TASK BRIEF →
Your copy should hold every record exactly and no images.

THE DATA →
- - - -
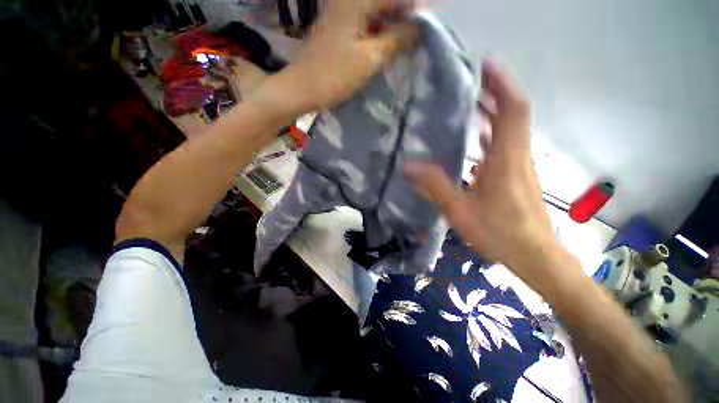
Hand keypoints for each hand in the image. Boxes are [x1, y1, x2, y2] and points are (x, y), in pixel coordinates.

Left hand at [253, 0, 417, 116]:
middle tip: (414, 44)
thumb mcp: (370, 59)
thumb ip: (397, 39)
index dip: (416, 11)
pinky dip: (379, 37)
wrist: (303, 88)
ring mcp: (343, 14)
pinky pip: (366, 26)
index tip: (426, 32)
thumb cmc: (335, 75)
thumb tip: (418, 28)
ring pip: (377, 16)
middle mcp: (350, 0)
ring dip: (391, 31)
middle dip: (403, 22)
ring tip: (402, 50)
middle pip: (387, 4)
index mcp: (358, 0)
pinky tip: (384, 51)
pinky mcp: (340, 29)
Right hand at [405, 60, 560, 274]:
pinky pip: (504, 145)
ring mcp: (519, 165)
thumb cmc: (500, 234)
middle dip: (495, 91)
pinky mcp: (517, 175)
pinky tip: (474, 136)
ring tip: (468, 101)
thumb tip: (408, 166)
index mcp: (506, 160)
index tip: (484, 64)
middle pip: (513, 113)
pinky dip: (490, 133)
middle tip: (469, 79)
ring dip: (492, 111)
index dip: (502, 83)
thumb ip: (435, 187)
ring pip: (509, 129)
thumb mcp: (460, 211)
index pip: (513, 110)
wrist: (535, 255)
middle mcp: (517, 156)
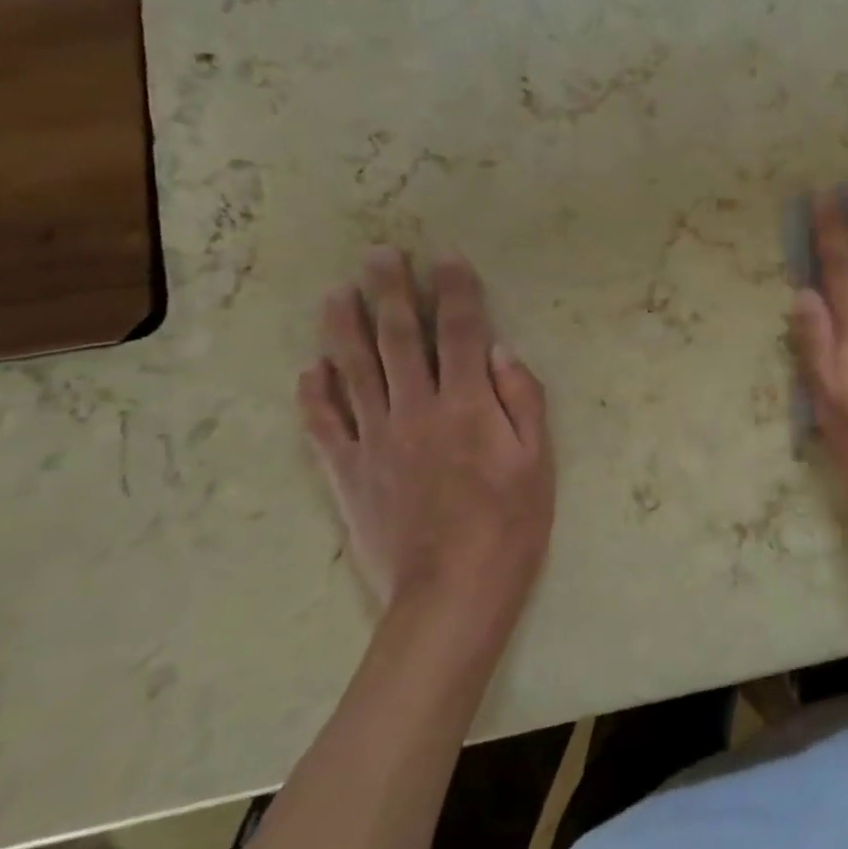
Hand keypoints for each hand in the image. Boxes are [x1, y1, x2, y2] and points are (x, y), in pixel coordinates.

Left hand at [298, 248, 554, 634]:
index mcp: (468, 404)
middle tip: (378, 254)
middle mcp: (416, 409)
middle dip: (391, 291)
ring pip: (353, 370)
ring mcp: (375, 440)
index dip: (456, 290)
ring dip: (344, 327)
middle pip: (400, 338)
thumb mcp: (538, 461)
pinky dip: (314, 394)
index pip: (462, 331)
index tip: (445, 256)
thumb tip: (503, 351)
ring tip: (337, 293)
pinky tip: (309, 368)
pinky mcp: (347, 473)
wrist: (451, 594)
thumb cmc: (509, 525)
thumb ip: (523, 400)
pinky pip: (324, 425)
- - - -
ANSWER TO THE EXERCISE →
Hand keypoints for each hand in the image. Boxes are [x1, y1, x2, y2] and points are (x, y), in pixel coordinates.

Left hand at [253, 0, 417, 116]:
middle tip: (414, 44)
thumb mcp: (370, 59)
thumb ip: (397, 39)
index dip: (416, 11)
pinky dip: (379, 37)
wrist: (303, 88)
ring mcp: (343, 14)
pinky pip: (366, 26)
index tip: (426, 32)
thumb cmc: (335, 75)
thumb tip: (418, 28)
ring pip: (377, 16)
middle mcp: (350, 0)
ring dip: (391, 31)
middle dip: (403, 22)
ring tip: (402, 50)
middle pip: (387, 4)
index mcp: (358, 0)
pinky tip: (384, 51)
pinky mcp: (340, 29)
Right hand at [405, 60, 560, 274]:
pinky pip: (504, 145)
ring mcp: (519, 165)
thumb cmc: (500, 234)
middle dip: (495, 91)
pinky mcp: (517, 175)
pinky tip: (474, 136)
ring tip: (468, 101)
thumb tip: (408, 166)
index mcp: (506, 160)
index tip: (484, 64)
middle pip: (513, 113)
pinky dip: (490, 133)
middle tip: (469, 79)
ring dip: (492, 111)
index dip: (502, 83)
thumb ip: (435, 187)
ring pip: (509, 129)
thumb mcp: (460, 211)
index pip: (513, 110)
wrist: (535, 255)
middle mcp: (517, 156)
Hand keypoints for each hand in the image. Boxes are [x1, y1, x2, y2] and points are (x, y), in pixel coordinates.

Left hand at [298, 248, 554, 634]:
index mcp: (468, 404)
middle tip: (378, 254)
middle mcp: (416, 409)
middle dip: (391, 291)
ring pip: (353, 370)
ring mcp: (375, 440)
index dip: (456, 290)
ring dip: (344, 327)
middle pip: (400, 338)
thumb mcp: (538, 461)
pinky dip: (314, 394)
index pip: (462, 331)
index tip: (445, 256)
thumb tip: (503, 351)
ring tip: (337, 293)
pinky tip: (309, 368)
pinky mcp: (347, 473)
wrist: (451, 594)
thumb cmc: (509, 525)
thumb ip: (523, 400)
pinky pip: (324, 425)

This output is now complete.